Collected data entries
————
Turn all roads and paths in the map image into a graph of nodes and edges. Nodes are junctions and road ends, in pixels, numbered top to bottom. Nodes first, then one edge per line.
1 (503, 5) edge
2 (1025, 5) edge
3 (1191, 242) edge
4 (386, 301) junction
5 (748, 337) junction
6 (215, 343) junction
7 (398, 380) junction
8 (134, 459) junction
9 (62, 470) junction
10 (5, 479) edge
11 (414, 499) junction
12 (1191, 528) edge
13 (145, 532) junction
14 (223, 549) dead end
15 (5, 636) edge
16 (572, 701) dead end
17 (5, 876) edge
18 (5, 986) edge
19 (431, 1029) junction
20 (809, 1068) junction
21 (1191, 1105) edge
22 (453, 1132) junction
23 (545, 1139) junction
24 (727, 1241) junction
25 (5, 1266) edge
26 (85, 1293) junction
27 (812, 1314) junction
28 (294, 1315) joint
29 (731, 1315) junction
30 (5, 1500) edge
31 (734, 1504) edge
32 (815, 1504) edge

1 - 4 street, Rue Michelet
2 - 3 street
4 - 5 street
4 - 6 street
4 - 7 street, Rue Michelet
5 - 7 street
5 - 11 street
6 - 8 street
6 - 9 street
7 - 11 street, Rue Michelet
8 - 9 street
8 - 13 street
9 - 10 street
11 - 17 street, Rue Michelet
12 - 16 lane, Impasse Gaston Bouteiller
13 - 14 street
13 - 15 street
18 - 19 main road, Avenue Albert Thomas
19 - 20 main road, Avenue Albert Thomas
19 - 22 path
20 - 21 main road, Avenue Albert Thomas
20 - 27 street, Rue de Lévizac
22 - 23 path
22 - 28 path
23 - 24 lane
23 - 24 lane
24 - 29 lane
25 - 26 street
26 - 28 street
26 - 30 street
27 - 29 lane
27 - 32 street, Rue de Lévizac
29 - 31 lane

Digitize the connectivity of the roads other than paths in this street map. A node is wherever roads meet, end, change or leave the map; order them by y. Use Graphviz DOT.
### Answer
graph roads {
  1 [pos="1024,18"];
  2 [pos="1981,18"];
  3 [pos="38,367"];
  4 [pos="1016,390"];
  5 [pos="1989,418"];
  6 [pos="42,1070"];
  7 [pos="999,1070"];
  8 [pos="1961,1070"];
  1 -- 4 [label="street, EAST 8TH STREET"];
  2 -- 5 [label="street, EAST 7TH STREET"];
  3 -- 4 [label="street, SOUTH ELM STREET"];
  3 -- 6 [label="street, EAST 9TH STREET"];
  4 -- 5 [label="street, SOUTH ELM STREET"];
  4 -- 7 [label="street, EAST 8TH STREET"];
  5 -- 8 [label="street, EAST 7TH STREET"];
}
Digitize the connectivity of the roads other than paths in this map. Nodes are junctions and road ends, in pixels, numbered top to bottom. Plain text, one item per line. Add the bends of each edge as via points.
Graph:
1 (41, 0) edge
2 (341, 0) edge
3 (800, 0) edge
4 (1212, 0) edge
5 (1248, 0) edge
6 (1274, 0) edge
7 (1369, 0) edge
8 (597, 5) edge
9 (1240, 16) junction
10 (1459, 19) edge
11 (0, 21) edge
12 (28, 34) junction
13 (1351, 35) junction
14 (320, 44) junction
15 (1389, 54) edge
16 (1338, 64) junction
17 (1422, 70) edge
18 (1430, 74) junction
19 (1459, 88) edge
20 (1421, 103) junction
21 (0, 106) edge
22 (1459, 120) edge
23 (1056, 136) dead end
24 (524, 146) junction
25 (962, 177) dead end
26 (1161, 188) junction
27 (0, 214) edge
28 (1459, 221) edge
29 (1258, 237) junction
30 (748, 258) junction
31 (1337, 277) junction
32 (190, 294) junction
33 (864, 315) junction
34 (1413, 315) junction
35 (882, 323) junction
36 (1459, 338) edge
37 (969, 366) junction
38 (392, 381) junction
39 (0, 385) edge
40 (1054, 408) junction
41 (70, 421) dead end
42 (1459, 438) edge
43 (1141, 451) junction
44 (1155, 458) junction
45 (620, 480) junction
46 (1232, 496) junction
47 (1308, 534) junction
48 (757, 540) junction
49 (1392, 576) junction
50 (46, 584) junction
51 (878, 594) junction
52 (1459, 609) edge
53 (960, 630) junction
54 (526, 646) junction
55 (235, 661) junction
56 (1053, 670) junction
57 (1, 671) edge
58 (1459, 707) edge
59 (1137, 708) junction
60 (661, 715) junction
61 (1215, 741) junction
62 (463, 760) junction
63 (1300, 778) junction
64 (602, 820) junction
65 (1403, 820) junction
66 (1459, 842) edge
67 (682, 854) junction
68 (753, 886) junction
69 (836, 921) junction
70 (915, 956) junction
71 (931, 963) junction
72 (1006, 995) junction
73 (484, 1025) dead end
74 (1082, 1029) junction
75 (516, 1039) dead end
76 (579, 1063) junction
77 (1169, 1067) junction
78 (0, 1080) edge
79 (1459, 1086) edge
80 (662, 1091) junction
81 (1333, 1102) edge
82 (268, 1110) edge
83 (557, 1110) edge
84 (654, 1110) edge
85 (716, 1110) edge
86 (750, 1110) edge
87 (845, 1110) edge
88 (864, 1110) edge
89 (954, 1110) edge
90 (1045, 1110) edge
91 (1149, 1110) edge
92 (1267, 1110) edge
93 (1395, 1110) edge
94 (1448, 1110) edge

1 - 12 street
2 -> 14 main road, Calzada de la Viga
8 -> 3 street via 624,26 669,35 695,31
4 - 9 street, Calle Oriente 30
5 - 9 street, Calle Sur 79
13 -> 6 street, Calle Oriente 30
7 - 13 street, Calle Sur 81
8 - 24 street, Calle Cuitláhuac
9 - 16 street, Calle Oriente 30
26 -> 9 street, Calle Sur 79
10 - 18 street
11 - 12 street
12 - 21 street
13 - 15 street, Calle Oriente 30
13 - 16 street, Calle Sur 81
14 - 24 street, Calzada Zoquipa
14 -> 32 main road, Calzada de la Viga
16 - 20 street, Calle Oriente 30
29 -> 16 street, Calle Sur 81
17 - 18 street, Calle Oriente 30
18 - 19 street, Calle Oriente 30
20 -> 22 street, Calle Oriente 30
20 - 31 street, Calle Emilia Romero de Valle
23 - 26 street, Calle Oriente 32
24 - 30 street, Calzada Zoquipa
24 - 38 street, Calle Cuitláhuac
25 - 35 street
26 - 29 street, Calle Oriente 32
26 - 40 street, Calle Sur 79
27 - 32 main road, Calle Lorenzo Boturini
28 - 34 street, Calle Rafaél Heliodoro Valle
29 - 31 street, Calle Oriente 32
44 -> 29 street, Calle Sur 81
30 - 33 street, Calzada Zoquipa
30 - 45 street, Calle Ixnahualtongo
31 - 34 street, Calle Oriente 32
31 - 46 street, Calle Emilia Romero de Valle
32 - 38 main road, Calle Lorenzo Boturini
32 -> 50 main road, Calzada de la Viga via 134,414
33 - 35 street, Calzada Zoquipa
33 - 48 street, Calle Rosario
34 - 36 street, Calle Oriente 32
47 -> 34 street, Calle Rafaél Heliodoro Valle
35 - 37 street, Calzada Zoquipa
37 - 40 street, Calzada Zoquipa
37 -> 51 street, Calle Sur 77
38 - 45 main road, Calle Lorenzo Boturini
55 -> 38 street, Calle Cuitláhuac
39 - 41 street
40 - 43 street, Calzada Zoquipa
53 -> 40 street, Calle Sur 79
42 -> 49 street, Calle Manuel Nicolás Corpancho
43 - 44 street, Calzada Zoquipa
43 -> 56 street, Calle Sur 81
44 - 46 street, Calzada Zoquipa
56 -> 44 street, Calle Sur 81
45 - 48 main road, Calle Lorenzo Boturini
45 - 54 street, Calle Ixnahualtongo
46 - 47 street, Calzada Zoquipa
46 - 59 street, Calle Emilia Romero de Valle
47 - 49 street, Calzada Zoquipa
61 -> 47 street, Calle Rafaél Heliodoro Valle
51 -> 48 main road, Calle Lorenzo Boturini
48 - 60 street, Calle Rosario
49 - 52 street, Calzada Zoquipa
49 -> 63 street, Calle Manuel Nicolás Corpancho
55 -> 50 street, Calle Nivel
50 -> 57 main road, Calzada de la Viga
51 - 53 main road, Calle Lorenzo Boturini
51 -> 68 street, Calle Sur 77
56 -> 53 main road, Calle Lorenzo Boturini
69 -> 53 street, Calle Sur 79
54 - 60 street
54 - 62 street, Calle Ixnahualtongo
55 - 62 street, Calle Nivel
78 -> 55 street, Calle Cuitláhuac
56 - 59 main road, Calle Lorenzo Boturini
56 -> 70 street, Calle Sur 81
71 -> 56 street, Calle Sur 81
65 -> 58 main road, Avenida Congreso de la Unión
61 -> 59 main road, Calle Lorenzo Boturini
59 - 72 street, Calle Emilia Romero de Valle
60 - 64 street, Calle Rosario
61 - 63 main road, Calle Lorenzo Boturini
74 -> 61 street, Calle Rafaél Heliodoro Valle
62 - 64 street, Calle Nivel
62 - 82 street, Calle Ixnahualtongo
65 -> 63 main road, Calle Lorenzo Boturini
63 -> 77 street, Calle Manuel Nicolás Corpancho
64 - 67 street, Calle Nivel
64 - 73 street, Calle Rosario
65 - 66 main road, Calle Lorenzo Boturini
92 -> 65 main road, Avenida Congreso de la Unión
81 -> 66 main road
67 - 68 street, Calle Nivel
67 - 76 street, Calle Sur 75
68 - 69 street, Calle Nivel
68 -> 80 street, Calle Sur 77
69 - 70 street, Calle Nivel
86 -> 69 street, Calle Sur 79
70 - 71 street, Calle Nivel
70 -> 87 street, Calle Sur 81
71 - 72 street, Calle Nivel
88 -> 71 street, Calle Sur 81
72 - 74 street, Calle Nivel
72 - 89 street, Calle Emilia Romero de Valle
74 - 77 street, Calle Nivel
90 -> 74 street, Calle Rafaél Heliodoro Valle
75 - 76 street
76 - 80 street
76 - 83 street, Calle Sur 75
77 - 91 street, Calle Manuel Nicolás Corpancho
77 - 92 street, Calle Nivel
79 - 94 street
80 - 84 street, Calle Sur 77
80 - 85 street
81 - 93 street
————
▶ _Your objective_:
Lines from the entries that contain the string "this" are what must be copied.

▶ _Task response_:
Digitize the connectivity of the roads other than paths in this street map. A node is wherever roads meet, end, change or leave the map; order them by y. Use Graphviz DOT.
Digitize the connectivity of the roads other than paths in this map. Nodes are junctions and road ends, in pixels, numbered top to bottom. Plain text, one item per line. Add the bends of each edge as via points.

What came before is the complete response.